Just as we can never expect another person to “make us happy,” so we cannot expect the marriage union to complete us and make us finally “worthy,” of God’s mercy. Nor should we expect it to gain the love and approval from our family and friends that we so covet.

Finally, after he finishes admonishing married men and women for sometimes being so distracted by their marriage that they neglect God, Paul says to BOTH married and single folks, “I am saying this for your own good, not to restrict you, but that you may live in a right way in undivided devotion to the Lord.” (1 Corinthians 7:35 NIV) In other words, Paul knows the equation for contentment and happiness, and it is the latter, undivided attention to one’s Creator. Use your marriage for God’s glory. Use your single status for this also.
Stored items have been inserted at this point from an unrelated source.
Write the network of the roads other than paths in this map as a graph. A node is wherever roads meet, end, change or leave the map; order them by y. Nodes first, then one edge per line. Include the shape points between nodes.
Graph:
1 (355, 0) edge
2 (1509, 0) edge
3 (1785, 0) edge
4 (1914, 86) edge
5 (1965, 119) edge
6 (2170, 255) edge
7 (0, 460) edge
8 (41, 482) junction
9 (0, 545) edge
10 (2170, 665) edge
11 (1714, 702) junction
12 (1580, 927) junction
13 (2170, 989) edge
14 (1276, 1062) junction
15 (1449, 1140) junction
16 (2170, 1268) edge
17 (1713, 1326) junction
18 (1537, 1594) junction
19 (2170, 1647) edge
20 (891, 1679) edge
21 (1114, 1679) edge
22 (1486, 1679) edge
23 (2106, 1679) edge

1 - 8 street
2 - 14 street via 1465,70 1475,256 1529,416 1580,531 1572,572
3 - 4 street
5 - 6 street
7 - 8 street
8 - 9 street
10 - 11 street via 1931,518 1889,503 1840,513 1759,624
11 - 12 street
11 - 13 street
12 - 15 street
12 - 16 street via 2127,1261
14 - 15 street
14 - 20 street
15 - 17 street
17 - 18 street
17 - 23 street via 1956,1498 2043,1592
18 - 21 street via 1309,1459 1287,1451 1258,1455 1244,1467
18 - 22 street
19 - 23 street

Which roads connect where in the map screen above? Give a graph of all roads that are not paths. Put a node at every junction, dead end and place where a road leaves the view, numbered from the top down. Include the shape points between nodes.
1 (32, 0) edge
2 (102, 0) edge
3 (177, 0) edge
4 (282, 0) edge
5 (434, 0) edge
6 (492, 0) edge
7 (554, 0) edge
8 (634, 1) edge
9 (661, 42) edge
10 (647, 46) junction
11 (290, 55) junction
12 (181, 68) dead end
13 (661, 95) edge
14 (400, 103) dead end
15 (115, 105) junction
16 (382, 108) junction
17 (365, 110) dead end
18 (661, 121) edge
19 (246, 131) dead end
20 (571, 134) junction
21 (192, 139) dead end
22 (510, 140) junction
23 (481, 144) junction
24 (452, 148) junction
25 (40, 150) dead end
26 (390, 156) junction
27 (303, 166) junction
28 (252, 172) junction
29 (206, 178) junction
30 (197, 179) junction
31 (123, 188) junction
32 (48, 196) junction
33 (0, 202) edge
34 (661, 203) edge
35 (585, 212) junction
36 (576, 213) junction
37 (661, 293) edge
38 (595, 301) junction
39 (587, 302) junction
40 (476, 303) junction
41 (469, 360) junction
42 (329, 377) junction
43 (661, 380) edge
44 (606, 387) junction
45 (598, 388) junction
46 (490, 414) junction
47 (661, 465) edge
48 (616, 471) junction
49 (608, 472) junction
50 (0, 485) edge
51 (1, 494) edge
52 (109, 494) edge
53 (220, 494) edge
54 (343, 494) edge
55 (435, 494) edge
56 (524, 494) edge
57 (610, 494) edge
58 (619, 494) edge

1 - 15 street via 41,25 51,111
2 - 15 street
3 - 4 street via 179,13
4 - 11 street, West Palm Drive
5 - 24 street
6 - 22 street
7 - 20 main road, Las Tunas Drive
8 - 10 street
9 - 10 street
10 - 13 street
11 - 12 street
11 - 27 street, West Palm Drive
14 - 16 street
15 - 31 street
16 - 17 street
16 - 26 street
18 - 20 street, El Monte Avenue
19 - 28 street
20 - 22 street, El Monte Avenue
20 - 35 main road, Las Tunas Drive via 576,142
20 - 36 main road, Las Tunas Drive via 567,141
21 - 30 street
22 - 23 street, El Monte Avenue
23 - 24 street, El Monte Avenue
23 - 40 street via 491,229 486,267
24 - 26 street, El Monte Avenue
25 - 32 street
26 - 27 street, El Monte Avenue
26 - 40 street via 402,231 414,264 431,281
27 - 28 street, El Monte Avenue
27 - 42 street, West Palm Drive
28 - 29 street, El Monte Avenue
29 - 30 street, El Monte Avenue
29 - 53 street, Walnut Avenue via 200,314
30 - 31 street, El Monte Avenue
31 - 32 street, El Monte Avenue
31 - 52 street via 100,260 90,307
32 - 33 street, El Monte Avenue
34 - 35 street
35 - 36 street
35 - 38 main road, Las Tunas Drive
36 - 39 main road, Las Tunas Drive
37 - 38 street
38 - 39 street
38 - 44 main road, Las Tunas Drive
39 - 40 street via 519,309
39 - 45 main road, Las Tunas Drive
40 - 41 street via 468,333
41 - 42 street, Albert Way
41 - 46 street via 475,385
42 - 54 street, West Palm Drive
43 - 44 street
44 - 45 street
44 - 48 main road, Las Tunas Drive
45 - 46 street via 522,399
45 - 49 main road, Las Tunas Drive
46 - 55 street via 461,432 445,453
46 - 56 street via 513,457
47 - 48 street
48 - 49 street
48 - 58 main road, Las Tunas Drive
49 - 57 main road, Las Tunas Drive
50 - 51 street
And so be happy and content, full of life and compassion and passion. Full of hope and joy and love overflowing.

And isn’t that what’s most important? You want happiness? Completion? Fulfillment? And what about your children? Do you want these latter things for them more than anything else?
Then make sure you prioritize this teaching from Paul the Apostle in their life. Tell them they are precious in the eye of their Creator just as they are! I have three daughters of my own. The last thing I want is for those precious girls to believe that a boy (or a man) is the magic bullet for their happiness and worthiness. Give the job of finding their mate back to God.
Allow Him to mold them, unmarried or otherwise, the way He wants them to be-on the path He wants them to take. That job was never ours to begin with.